Longtime ASAP program partner Des Moines Public Library invited ASAP to collaborate during Banned Books Month by being part of their NEA Big Read program, focusing on Ray Bradbury’s Fahrenheit 451.
ASAP created make-and-take art project kits inspired by the Bradbury novel. Kits include supplies and instructions to create paper lanterns using actual book pages, symbolically “illuminating” the reading. The kit insert explains that in the novel, “fire is presented as a destructive force, used to threaten, control, and destroy books, reading, learning, language, and culture. By contrast, light is often presented as an awakening, connective force. Lanterns, whether powered by a flame or a lightbulb, are a source of light. Artful lanterns made from the pages of actual books may symbolize no just illumination but also the creative, brave, and persevering ways in which people have preserved their languages and cultures throughout history, often in the face of violence and oppression. At the end of Fahrenheit 451, the main character discovers that people all over the world are dedicating themselves to memorizing a book, word for word. In doing so, each person becomes a book, and this network of people becomes a collective record of ideas, history, language, and knowledge.” Participants were encouraged to decorate their lanterns with words, memories, or traditions that they want to preserve. Kits were distributed at all six metro branches of the Library.

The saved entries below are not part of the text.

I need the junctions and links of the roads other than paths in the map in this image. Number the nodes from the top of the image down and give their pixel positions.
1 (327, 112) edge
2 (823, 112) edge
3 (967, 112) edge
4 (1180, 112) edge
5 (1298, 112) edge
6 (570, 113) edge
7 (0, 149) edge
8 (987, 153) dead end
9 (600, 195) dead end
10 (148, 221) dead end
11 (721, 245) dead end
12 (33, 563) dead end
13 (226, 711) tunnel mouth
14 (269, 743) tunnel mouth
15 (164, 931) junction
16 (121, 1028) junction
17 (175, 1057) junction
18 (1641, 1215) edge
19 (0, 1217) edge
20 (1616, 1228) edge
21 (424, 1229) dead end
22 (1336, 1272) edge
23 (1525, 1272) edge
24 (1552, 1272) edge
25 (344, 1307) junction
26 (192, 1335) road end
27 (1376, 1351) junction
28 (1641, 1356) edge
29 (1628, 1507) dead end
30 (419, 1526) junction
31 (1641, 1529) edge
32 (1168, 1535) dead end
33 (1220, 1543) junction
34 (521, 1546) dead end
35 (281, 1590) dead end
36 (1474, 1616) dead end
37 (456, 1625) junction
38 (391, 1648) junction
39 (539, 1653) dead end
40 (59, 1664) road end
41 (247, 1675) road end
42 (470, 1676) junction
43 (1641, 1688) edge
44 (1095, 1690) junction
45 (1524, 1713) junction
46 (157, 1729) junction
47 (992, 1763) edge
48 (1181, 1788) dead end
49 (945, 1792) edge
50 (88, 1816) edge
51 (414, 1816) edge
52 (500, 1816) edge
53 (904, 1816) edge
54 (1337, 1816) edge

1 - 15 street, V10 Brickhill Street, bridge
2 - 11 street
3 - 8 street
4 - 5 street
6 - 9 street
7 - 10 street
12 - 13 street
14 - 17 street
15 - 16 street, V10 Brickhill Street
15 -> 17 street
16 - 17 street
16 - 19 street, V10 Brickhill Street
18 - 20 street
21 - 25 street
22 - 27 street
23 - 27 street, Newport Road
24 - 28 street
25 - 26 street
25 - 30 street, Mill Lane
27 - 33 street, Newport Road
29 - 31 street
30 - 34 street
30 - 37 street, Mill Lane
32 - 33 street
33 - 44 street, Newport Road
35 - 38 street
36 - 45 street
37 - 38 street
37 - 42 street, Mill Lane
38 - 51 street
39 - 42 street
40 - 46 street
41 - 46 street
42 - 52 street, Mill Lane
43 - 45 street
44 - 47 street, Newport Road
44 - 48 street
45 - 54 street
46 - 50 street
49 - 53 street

The NEA Big Read—a partnership between the National Endowment for the Arts and Arts Midwest—broadens our understanding of our world, our neighbors, and ourselves through the power of a shared reading experience. Showcasing a diverse range of themes, voices, and perspectives, the NEA Big Read aims to inspire meaningful conversations, artistic responses, and new discoveries and connections in each community. Since 2006, the National Endowment for the Arts has funded more than 1,700 NEA Big Read programs, engaging more than 5.7 million Americans. ASAP is delighted to be one of 40,000 community organizations that have partnered to make NEA Big Read activities possible.